Losing your house to foreclosure is one of the worst feelings in the world. You worked hard to save up and purchase the home, and this is where you planned to raise your family and create memories – yet it only took one event (loss of employment, divorce, illness) to flip your financial life upside down and put your mortgage payment out of reach.
Being forced out of your house can take embarrassment and shame to a whole new level. But while it’s not the best situation to be in, a foreclosure isn’t the end of the world either. You can take comfort in the fact that many have been able to buy again after foreclosure—and so can you.
You won’t qualify for a new mortgage overnight, however. Here’s what you need to do to ensure you’re able to get a home loan again in the future.
1. Wait Three to Seven Years
If you lost your home after a job loss or another financial hardship, getting back on your feet can ignite the desire to own again. But even if you’re doing better financially and you can afford to purchase again, a foreclosure in your recent past will put the brakes on any mortgage application.
A foreclosure isn’t a minor ding on your credit report. It’s a major derogatory item that can take hundreds of points off your credit score. Plus, a foreclosure remains on your credit report for up to seven years. You’re a risky borrower, and lenders aren’t going to take any chances. You have to wait at least three years before you can qualify for an FHA mortgage and seven years before you can qualify for most conventional loans. Some mortgage lenders will reduce the wait period depending on the circumstances surrounding the foreclosure and the size of your down payment, but there are no guarantees. Speak with a mortgage lender to discuss your options or to see if you can qualify sooner.
2. Reestablish Your Credit
Your credit score will drop significantly after a foreclosure. And the higher your credit score before the foreclosure, the more points you’ll lose. Fortunately, bad credit is fixable. So if you’re thinking about buying again in the next few years, now’s the time to start preparing your credit score. If you have other bills, continue to pay these on time or improve your existing payment history. Now isn’t the time to fall behind on credit cards, auto loans, and student loans. Positive credit activity is more important than ever. If you don’t have other credit, contact banks and compare secured credit cards. You’ll need a security deposit to get one of these cards, but secured cards are much easier to qualify for with bad credit. Just make sure the issuing bank reports your activity to the credit bureaus on a monthly basis. A good payment history helps increase your FICO score.
3. Ask Your Landlord to Report Rent Payments
Some renters don’t realize how timely rent payments can build or rebuild their credit history. The problem, however, is that many landlords don’t report rent payments to the credit bureaus. A renter can make on-time payments every month for years, yet his credit report never reflects this positive history. Since renting is the only option after foreclosure, ideally you’ll want to rent from a landlord that reports payments to Experian RentBureau. If a landlord doesn’t currently report, there’s the option of enrolling in a rent payment service that partners with Experian. The service will collect and send your rent payments to your landlord, and as a bonus, you can opt to have your rental payment history reported to Experian RentBureau.
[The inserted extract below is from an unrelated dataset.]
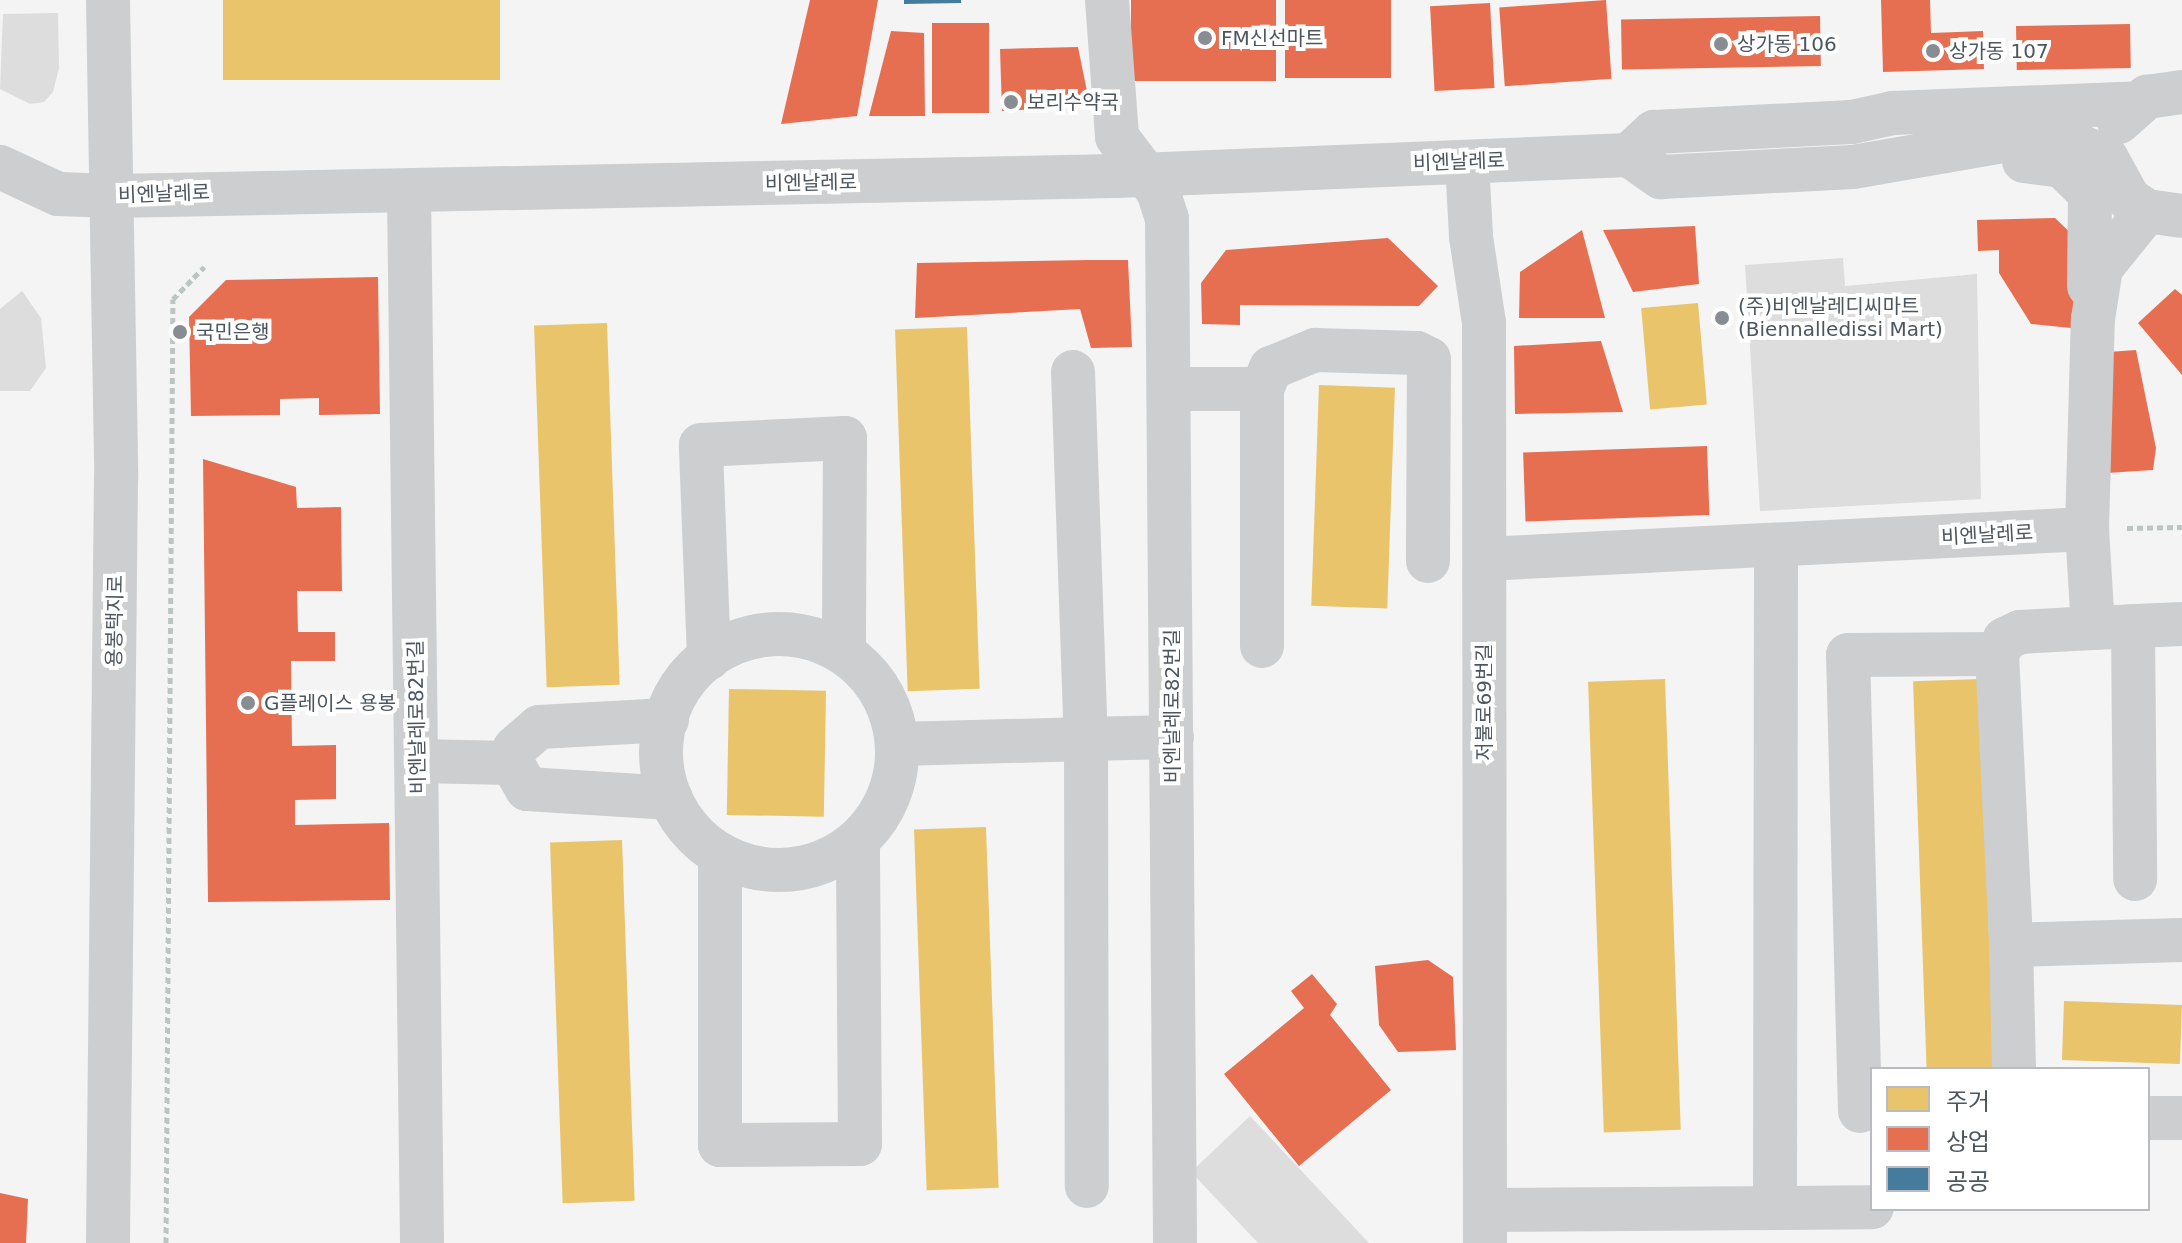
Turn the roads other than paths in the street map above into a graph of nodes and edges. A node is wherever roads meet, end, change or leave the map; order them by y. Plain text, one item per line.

4. Increase Your Savings Account
Low down payment mortgages are making it easier for buyers to qualify for mortgage loans. An FHA mortgage only requires a 3.5% down payment and a conventional mortgage requires a 5% down payment (although first-time homebuyers with higher credit scores may qualify with only a 3% down payment). Unfortunately, a foreclosure in your recent past ruins your chances of getting a low-down payment loan. This doesn’t mean you need the traditional 20% down payment, but you will need to bring more cash to the table. In addition to closing costs, which can costs as much as 5% of the mortgage balance, most mortgage lenders will require a minimum 10% down. If you’re buying a $200,000 house, that’s $20,000 for a down payment plus up to $10,000 in closing costs.